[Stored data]
▬▬▬

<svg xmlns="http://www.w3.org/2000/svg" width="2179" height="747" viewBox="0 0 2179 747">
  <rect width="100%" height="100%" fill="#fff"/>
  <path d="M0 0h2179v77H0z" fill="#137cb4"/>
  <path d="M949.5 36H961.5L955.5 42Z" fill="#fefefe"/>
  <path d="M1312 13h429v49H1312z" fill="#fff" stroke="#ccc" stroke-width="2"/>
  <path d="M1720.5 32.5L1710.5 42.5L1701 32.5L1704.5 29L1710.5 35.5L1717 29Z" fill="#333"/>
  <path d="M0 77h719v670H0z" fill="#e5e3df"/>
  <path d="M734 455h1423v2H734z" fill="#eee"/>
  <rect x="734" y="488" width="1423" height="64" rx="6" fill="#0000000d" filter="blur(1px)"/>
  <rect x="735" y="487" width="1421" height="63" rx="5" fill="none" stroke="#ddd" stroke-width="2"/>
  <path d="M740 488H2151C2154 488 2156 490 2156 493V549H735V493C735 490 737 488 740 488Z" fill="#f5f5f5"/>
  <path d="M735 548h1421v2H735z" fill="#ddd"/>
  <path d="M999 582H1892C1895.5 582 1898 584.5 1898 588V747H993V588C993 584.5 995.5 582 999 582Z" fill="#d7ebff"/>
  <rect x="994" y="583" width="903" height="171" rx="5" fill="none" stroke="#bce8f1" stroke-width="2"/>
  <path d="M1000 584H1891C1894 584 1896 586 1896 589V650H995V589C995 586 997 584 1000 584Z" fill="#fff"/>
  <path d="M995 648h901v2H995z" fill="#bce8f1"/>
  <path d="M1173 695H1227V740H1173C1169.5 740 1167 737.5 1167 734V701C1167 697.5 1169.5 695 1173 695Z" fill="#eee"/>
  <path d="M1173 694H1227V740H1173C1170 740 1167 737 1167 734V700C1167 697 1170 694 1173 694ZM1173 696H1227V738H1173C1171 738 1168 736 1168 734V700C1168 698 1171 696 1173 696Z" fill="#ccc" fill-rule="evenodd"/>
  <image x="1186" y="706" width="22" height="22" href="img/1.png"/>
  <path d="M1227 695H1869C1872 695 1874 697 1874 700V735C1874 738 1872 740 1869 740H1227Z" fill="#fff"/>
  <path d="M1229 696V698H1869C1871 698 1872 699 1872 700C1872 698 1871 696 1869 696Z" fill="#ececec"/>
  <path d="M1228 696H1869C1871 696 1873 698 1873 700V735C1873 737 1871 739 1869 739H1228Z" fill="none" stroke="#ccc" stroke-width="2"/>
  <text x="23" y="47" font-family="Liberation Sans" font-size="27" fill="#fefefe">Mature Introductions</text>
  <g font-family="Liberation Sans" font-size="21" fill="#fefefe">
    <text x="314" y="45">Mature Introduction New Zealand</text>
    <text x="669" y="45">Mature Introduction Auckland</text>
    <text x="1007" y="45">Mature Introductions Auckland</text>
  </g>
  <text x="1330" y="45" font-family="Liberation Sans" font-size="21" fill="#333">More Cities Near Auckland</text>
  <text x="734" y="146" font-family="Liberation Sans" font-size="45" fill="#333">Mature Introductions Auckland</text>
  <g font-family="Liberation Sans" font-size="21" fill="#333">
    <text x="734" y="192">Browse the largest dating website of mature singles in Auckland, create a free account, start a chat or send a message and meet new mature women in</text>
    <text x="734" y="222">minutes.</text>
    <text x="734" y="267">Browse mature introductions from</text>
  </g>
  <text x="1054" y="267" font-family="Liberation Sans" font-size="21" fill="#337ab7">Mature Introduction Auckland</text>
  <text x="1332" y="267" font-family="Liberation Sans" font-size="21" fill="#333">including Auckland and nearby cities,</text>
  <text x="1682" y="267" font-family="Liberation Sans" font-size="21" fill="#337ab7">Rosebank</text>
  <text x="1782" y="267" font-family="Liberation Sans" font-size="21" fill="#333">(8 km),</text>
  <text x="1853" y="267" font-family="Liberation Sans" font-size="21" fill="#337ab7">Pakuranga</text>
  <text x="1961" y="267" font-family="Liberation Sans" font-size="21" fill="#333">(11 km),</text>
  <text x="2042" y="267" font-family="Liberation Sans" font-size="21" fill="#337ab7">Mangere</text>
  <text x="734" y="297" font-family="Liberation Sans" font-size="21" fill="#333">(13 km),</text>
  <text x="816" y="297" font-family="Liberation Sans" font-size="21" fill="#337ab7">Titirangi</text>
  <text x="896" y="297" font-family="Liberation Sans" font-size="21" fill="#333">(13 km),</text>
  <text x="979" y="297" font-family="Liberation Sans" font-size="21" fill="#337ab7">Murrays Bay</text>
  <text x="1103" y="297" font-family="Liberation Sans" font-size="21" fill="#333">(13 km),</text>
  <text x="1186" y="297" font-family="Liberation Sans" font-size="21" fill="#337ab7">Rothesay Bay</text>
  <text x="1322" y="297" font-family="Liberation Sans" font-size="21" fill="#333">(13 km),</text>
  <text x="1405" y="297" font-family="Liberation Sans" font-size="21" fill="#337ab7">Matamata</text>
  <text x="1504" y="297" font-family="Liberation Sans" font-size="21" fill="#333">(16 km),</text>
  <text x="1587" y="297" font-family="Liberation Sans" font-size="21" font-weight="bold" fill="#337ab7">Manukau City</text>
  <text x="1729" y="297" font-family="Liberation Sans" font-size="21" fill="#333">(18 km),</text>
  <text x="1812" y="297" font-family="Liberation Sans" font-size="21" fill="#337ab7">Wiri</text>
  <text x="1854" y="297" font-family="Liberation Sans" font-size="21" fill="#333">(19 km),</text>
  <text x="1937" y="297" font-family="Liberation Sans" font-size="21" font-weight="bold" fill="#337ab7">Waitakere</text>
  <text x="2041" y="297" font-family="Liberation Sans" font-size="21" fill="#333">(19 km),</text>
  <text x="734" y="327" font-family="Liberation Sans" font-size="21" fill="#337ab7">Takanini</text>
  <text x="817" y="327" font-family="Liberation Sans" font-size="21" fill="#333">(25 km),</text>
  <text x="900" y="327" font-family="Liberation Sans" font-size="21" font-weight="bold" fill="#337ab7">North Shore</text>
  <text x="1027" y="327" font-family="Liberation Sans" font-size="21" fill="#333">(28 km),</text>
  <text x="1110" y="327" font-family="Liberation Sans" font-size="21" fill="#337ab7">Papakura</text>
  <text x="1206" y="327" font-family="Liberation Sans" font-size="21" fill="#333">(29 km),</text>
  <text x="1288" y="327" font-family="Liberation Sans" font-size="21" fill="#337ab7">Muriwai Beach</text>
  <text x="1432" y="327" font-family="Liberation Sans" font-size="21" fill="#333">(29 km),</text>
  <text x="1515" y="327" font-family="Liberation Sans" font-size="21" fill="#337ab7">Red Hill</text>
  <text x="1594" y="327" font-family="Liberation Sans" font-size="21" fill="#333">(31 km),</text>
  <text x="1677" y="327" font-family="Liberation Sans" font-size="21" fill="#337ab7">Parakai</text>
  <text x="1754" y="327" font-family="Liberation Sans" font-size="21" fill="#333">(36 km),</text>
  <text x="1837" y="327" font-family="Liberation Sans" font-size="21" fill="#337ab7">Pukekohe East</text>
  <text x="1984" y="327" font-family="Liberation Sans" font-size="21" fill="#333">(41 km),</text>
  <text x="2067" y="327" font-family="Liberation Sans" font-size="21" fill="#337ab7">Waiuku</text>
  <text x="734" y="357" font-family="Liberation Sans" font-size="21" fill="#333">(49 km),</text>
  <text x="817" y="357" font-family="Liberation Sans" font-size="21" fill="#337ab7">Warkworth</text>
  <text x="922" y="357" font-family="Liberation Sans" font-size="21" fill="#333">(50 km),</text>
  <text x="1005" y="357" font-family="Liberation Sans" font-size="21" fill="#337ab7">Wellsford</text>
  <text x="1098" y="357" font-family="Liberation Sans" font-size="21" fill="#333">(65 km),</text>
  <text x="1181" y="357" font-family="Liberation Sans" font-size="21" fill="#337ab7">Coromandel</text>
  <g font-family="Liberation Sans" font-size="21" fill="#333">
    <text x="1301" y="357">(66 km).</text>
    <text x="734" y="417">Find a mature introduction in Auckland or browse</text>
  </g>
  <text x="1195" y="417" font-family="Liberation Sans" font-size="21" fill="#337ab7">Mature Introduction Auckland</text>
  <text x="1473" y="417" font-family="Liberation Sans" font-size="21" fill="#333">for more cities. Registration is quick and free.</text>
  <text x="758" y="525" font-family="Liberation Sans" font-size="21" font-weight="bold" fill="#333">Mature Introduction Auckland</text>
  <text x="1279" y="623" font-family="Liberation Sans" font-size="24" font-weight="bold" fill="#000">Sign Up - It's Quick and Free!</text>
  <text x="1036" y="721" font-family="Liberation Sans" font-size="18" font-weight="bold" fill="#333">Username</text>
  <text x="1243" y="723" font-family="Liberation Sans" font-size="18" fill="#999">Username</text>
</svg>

▬▬▬

**Assignment**
Say how many lines of the data include the word "bold". Respond with the number alone.

**Task output**
6